*** RECORD EXTRACTS Section Begins ***

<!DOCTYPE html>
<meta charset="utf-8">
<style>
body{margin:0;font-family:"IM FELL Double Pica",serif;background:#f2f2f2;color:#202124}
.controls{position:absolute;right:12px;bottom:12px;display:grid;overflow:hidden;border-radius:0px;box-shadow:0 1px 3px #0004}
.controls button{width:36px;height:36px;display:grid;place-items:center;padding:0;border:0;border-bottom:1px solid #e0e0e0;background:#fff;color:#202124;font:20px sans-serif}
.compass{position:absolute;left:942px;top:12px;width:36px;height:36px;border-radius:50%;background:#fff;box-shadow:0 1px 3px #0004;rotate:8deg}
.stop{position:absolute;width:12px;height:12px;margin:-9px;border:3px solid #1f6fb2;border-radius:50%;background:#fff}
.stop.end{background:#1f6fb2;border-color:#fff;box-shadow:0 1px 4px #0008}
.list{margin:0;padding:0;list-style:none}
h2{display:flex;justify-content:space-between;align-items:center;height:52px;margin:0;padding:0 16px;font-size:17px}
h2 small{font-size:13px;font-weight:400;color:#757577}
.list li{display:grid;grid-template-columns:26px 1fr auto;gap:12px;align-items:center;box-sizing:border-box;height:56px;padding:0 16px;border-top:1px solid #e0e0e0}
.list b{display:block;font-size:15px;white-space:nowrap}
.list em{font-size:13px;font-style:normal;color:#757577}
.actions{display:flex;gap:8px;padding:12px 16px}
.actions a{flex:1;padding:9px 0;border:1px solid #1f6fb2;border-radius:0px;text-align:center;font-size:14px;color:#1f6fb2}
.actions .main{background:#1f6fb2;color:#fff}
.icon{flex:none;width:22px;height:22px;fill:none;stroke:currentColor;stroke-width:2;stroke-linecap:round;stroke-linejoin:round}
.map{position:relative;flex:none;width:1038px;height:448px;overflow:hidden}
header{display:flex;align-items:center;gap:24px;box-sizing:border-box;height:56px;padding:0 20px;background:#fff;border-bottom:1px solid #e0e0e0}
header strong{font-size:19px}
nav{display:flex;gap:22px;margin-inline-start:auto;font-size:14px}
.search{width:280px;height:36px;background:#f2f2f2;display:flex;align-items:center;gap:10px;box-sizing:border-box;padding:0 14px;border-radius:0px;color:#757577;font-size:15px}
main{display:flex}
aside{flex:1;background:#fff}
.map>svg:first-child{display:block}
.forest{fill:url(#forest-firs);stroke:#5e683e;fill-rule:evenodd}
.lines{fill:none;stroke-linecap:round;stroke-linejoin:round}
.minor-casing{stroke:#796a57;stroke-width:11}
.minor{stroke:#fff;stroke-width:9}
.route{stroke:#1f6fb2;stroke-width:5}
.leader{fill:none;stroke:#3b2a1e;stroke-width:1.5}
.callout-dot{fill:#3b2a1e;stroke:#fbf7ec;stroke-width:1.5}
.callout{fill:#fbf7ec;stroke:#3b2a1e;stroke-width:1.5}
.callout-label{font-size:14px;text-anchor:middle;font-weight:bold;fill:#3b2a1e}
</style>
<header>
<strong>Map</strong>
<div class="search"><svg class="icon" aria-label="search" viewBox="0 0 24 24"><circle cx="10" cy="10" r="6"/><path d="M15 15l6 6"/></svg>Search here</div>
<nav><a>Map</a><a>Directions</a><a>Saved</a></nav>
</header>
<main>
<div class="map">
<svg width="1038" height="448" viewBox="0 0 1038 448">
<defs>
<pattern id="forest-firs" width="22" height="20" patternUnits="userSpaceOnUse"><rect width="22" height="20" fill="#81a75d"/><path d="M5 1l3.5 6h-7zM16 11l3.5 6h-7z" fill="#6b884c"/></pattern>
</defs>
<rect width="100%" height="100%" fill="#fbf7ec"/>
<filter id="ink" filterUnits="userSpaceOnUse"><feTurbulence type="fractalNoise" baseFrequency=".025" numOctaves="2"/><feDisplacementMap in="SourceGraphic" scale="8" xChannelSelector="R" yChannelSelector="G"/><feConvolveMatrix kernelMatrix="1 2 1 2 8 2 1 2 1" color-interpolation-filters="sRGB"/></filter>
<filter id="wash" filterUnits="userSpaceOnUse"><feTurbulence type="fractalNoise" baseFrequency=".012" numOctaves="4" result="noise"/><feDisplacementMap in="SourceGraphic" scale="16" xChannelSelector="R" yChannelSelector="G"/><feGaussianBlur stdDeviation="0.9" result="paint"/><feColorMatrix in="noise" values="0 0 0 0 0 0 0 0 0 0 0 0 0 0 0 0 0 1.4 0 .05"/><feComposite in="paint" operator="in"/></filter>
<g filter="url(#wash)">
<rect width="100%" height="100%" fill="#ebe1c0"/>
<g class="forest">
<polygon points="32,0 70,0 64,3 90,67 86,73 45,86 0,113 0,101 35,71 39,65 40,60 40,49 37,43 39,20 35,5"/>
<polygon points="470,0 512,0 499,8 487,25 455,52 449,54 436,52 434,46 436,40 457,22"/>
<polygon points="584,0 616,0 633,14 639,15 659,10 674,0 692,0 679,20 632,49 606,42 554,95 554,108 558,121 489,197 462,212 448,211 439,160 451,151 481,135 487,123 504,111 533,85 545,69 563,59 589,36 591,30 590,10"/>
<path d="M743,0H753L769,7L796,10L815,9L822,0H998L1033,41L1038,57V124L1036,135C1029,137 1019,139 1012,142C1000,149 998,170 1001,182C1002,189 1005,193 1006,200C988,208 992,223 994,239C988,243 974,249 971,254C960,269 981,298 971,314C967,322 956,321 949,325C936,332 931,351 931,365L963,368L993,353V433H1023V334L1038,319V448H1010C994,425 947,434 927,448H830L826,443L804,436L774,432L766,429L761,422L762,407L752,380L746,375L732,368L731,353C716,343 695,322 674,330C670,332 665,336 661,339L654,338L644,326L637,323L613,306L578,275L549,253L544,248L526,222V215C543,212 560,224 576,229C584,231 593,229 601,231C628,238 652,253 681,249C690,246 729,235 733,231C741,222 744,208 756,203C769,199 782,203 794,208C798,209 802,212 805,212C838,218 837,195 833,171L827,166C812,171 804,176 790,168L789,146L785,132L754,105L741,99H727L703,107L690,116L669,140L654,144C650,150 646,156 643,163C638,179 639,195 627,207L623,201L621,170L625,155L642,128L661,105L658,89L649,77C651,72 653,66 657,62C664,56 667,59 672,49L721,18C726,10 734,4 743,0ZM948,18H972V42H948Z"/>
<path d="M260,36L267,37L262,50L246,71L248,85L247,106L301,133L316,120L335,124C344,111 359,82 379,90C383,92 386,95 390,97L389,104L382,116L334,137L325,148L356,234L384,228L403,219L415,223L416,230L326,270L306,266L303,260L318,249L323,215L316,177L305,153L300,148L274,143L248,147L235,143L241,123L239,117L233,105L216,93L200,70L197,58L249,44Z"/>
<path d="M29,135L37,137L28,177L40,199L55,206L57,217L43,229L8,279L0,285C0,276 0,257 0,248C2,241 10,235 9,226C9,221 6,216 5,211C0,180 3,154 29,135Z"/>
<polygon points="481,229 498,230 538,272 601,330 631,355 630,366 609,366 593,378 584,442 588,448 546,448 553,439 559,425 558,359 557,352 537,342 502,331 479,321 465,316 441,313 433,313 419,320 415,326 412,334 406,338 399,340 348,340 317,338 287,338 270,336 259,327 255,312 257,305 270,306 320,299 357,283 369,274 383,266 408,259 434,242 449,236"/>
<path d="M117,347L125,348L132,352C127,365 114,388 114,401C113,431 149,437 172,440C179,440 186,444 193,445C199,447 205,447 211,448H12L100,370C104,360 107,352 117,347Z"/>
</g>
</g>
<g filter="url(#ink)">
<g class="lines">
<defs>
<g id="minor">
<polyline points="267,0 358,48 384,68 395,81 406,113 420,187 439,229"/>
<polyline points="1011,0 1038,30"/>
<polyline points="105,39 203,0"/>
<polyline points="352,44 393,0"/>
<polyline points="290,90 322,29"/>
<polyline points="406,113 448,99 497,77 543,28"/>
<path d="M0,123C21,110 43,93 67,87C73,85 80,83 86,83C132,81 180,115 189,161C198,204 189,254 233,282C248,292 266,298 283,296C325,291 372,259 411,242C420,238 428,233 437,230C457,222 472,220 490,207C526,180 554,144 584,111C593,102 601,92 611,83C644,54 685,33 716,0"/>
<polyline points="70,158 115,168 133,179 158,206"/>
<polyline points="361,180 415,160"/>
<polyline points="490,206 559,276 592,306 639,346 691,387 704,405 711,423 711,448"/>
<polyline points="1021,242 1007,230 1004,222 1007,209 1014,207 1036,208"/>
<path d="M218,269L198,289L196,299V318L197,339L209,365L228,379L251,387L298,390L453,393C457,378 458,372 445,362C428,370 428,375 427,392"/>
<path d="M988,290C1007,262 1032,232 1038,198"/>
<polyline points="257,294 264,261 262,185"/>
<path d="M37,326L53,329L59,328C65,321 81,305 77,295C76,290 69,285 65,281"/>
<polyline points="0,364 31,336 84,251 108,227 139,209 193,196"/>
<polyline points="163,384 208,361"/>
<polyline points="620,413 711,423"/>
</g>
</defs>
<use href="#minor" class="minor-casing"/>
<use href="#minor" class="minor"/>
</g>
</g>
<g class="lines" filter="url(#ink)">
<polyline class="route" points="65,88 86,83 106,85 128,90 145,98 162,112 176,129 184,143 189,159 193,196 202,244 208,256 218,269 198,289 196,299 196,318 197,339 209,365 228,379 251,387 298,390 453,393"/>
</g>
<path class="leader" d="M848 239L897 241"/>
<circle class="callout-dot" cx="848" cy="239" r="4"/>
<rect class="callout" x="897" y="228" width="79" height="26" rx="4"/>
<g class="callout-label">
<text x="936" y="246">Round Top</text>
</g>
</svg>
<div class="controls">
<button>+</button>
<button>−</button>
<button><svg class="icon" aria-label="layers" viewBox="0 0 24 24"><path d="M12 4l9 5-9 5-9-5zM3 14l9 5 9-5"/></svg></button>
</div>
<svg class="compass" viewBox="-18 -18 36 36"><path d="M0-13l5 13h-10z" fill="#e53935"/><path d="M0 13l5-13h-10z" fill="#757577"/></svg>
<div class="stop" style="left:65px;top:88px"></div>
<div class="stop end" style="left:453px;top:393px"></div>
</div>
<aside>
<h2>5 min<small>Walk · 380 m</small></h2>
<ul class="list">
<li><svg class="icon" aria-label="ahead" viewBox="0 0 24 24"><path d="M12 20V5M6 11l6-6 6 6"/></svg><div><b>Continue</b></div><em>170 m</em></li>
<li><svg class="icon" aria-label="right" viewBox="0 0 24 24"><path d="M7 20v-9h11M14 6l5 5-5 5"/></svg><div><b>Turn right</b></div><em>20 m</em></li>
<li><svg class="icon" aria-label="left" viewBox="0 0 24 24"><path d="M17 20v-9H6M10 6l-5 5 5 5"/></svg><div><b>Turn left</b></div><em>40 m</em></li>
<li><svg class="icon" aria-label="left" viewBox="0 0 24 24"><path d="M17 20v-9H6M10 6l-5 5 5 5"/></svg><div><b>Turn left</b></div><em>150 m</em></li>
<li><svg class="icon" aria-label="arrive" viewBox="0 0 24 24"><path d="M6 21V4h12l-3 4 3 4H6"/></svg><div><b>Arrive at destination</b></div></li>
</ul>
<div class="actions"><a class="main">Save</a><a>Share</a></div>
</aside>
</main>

*** RECORD EXTRACTS Section Ends ***

→ EXERCISE
If a line in the entries holds the string "strong", count it, then state the total and nothing more.

→ ANSWER FOR THE TASK
2